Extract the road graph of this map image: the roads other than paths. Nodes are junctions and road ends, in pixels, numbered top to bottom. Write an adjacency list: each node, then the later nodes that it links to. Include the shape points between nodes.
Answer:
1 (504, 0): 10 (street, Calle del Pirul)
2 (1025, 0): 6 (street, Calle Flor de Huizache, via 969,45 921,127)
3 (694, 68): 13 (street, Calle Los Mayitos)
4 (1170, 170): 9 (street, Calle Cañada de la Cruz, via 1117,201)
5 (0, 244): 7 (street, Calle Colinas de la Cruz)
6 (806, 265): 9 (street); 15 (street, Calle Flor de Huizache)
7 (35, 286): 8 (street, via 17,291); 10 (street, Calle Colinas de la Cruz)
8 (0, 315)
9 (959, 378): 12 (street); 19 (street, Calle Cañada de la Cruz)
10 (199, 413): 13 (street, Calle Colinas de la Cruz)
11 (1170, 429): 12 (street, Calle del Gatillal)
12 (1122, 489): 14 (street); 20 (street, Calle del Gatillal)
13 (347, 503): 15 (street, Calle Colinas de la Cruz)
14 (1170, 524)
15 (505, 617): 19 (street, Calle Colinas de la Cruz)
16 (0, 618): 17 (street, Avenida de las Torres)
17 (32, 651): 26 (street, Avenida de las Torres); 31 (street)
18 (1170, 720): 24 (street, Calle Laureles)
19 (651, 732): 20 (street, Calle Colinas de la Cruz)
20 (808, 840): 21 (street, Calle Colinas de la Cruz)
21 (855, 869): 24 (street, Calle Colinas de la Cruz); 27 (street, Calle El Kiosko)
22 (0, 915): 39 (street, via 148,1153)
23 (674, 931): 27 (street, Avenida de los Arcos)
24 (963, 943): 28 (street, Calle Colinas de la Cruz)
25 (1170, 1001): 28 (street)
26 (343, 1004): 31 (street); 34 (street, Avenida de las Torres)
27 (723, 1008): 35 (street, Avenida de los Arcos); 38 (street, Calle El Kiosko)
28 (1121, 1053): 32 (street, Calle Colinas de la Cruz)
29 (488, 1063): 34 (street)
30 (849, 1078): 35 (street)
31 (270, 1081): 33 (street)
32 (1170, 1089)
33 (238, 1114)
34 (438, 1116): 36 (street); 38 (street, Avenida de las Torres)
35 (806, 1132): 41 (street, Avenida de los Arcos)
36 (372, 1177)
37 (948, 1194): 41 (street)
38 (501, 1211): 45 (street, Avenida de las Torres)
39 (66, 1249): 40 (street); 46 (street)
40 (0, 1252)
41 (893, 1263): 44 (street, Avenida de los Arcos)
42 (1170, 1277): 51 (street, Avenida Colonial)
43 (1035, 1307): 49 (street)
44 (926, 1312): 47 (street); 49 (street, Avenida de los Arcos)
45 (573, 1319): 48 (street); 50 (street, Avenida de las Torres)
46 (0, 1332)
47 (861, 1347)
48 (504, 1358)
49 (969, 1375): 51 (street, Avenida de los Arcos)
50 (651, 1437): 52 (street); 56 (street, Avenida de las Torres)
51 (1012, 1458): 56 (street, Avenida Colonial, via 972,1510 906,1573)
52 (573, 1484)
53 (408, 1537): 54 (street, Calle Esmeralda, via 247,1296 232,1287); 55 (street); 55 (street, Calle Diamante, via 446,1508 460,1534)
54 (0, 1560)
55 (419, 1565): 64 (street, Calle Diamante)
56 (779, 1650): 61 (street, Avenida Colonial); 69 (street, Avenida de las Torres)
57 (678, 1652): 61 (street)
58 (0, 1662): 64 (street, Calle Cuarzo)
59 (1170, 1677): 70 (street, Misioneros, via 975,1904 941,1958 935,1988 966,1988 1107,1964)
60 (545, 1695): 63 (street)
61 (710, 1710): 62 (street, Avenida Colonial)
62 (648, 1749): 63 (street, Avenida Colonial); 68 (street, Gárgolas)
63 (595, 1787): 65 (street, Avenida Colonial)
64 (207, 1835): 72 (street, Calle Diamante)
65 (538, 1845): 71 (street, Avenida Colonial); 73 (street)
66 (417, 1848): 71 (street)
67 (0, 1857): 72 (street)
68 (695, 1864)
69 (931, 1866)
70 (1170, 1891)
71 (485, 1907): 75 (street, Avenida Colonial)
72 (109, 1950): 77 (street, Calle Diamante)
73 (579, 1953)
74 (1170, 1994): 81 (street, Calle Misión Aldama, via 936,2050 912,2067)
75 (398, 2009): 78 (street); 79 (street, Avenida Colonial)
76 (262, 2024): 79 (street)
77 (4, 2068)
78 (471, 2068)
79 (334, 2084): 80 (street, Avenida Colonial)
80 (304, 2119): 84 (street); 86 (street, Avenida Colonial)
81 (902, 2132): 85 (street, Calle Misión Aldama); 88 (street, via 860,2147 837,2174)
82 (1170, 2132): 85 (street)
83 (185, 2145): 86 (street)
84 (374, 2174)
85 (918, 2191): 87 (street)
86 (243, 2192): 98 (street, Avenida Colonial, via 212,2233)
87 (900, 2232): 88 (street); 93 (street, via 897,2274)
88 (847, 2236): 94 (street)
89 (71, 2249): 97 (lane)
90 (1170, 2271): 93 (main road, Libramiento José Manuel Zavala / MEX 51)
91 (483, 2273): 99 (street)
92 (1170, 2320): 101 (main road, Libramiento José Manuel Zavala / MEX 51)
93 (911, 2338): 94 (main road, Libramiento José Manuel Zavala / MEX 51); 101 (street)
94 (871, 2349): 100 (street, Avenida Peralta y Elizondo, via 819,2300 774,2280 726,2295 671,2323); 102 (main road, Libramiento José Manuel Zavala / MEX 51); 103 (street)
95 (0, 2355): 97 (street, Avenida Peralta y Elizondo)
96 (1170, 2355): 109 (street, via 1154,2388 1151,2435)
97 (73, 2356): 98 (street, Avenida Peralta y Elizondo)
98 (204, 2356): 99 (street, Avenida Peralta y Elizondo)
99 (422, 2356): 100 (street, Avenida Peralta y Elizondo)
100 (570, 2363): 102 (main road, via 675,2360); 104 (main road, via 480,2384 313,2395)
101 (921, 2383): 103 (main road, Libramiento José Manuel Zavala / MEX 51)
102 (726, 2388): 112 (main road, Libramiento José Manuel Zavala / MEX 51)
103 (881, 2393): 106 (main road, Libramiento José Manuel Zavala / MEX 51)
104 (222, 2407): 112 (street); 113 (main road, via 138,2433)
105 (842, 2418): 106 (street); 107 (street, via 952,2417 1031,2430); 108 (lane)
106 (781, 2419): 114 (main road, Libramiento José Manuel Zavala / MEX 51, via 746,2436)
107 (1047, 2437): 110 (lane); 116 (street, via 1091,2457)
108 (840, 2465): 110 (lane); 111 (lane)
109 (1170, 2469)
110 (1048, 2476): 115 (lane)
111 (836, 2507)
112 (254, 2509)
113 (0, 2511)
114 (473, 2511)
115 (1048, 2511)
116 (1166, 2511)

*****

### [Your instructions]
Print the records above exactly as written.

### [Output of the task]
Extract the road graph of this map image: the roads other than paths. Nodes are junctions and road ends, in pixels, numbered top to bottom. Write an adjacency list: each node, then the later nodes that it links to. Include the shape points between nodes.
Answer:
1 (504, 0): 10 (street, Calle del Pirul)
2 (1025, 0): 6 (street, Calle Flor de Huizache, via 969,45 921,127)
3 (694, 68): 13 (street, Calle Los Mayitos)
4 (1170, 170): 9 (street, Calle Cañada de la Cruz, via 1117,201)
5 (0, 244): 7 (street, Calle Colinas de la Cruz)
6 (806, 265): 9 (street); 15 (street, Calle Flor de Huizache)
7 (35, 286): 8 (street, via 17,291); 10 (street, Calle Colinas de la Cruz)
8 (0, 315)
9 (959, 378): 12 (street); 19 (street, Calle Cañada de la Cruz)
10 (199, 413): 13 (street, Calle Colinas de la Cruz)
11 (1170, 429): 12 (street, Calle del Gatillal)
12 (1122, 489): 14 (street); 20 (street, Calle del Gatillal)
13 (347, 503): 15 (street, Calle Colinas de la Cruz)
14 (1170, 524)
15 (505, 617): 19 (street, Calle Colinas de la Cruz)
16 (0, 618): 17 (street, Avenida de las Torres)
17 (32, 651): 26 (street, Avenida de las Torres); 31 (street)
18 (1170, 720): 24 (street, Calle Laureles)
19 (651, 732): 20 (street, Calle Colinas de la Cruz)
20 (808, 840): 21 (street, Calle Colinas de la Cruz)
21 (855, 869): 24 (street, Calle Colinas de la Cruz); 27 (street, Calle El Kiosko)
22 (0, 915): 39 (street, via 148,1153)
23 (674, 931): 27 (street, Avenida de los Arcos)
24 (963, 943): 28 (street, Calle Colinas de la Cruz)
25 (1170, 1001): 28 (street)
26 (343, 1004): 31 (street); 34 (street, Avenida de las Torres)
27 (723, 1008): 35 (street, Avenida de los Arcos); 38 (street, Calle El Kiosko)
28 (1121, 1053): 32 (street, Calle Colinas de la Cruz)
29 (488, 1063): 34 (street)
30 (849, 1078): 35 (street)
31 (270, 1081): 33 (street)
32 (1170, 1089)
33 (238, 1114)
34 (438, 1116): 36 (street); 38 (street, Avenida de las Torres)
35 (806, 1132): 41 (street, Avenida de los Arcos)
36 (372, 1177)
37 (948, 1194): 41 (street)
38 (501, 1211): 45 (street, Avenida de las Torres)
39 (66, 1249): 40 (street); 46 (street)
40 (0, 1252)
41 (893, 1263): 44 (street, Avenida de los Arcos)
42 (1170, 1277): 51 (street, Avenida Colonial)
43 (1035, 1307): 49 (street)
44 (926, 1312): 47 (street); 49 (street, Avenida de los Arcos)
45 (573, 1319): 48 (street); 50 (street, Avenida de las Torres)
46 (0, 1332)
47 (861, 1347)
48 (504, 1358)
49 (969, 1375): 51 (street, Avenida de los Arcos)
50 (651, 1437): 52 (street); 56 (street, Avenida de las Torres)
51 (1012, 1458): 56 (street, Avenida Colonial, via 972,1510 906,1573)
52 (573, 1484)
53 (408, 1537): 54 (street, Calle Esmeralda, via 247,1296 232,1287); 55 (street); 55 (street, Calle Diamante, via 446,1508 460,1534)
54 (0, 1560)
55 (419, 1565): 64 (street, Calle Diamante)
56 (779, 1650): 61 (street, Avenida Colonial); 69 (street, Avenida de las Torres)
57 (678, 1652): 61 (street)
58 (0, 1662): 64 (street, Calle Cuarzo)
59 (1170, 1677): 70 (street, Misioneros, via 975,1904 941,1958 935,1988 966,1988 1107,1964)
60 (545, 1695): 63 (street)
61 (710, 1710): 62 (street, Avenida Colonial)
62 (648, 1749): 63 (street, Avenida Colonial); 68 (street, Gárgolas)
63 (595, 1787): 65 (street, Avenida Colonial)
64 (207, 1835): 72 (street, Calle Diamante)
65 (538, 1845): 71 (street, Avenida Colonial); 73 (street)
66 (417, 1848): 71 (street)
67 (0, 1857): 72 (street)
68 (695, 1864)
69 (931, 1866)
70 (1170, 1891)
71 (485, 1907): 75 (street, Avenida Colonial)
72 (109, 1950): 77 (street, Calle Diamante)
73 (579, 1953)
74 (1170, 1994): 81 (street, Calle Misión Aldama, via 936,2050 912,2067)
75 (398, 2009): 78 (street); 79 (street, Avenida Colonial)
76 (262, 2024): 79 (street)
77 (4, 2068)
78 (471, 2068)
79 (334, 2084): 80 (street, Avenida Colonial)
80 (304, 2119): 84 (street); 86 (street, Avenida Colonial)
81 (902, 2132): 85 (street, Calle Misión Aldama); 88 (street, via 860,2147 837,2174)
82 (1170, 2132): 85 (street)
83 (185, 2145): 86 (street)
84 (374, 2174)
85 (918, 2191): 87 (street)
86 (243, 2192): 98 (street, Avenida Colonial, via 212,2233)
87 (900, 2232): 88 (street); 93 (street, via 897,2274)
88 (847, 2236): 94 (street)
89 (71, 2249): 97 (lane)
90 (1170, 2271): 93 (main road, Libramiento José Manuel Zavala / MEX 51)
91 (483, 2273): 99 (street)
92 (1170, 2320): 101 (main road, Libramiento José Manuel Zavala / MEX 51)
93 (911, 2338): 94 (main road, Libramiento José Manuel Zavala / MEX 51); 101 (street)
94 (871, 2349): 100 (street, Avenida Peralta y Elizondo, via 819,2300 774,2280 726,2295 671,2323); 102 (main road, Libramiento José Manuel Zavala / MEX 51); 103 (street)
95 (0, 2355): 97 (street, Avenida Peralta y Elizondo)
96 (1170, 2355): 109 (street, via 1154,2388 1151,2435)
97 (73, 2356): 98 (street, Avenida Peralta y Elizondo)
98 (204, 2356): 99 (street, Avenida Peralta y Elizondo)
99 (422, 2356): 100 (street, Avenida Peralta y Elizondo)
100 (570, 2363): 102 (main road, via 675,2360); 104 (main road, via 480,2384 313,2395)
101 (921, 2383): 103 (main road, Libramiento José Manuel Zavala / MEX 51)
102 (726, 2388): 112 (main road, Libramiento José Manuel Zavala / MEX 51)
103 (881, 2393): 106 (main road, Libramiento José Manuel Zavala / MEX 51)
104 (222, 2407): 112 (street); 113 (main road, via 138,2433)
105 (842, 2418): 106 (street); 107 (street, via 952,2417 1031,2430); 108 (lane)
106 (781, 2419): 114 (main road, Libramiento José Manuel Zavala / MEX 51, via 746,2436)
107 (1047, 2437): 110 (lane); 116 (street, via 1091,2457)
108 (840, 2465): 110 (lane); 111 (lane)
109 (1170, 2469)
110 (1048, 2476): 115 (lane)
111 (836, 2507)
112 (254, 2509)
113 (0, 2511)
114 (473, 2511)
115 (1048, 2511)
116 (1166, 2511)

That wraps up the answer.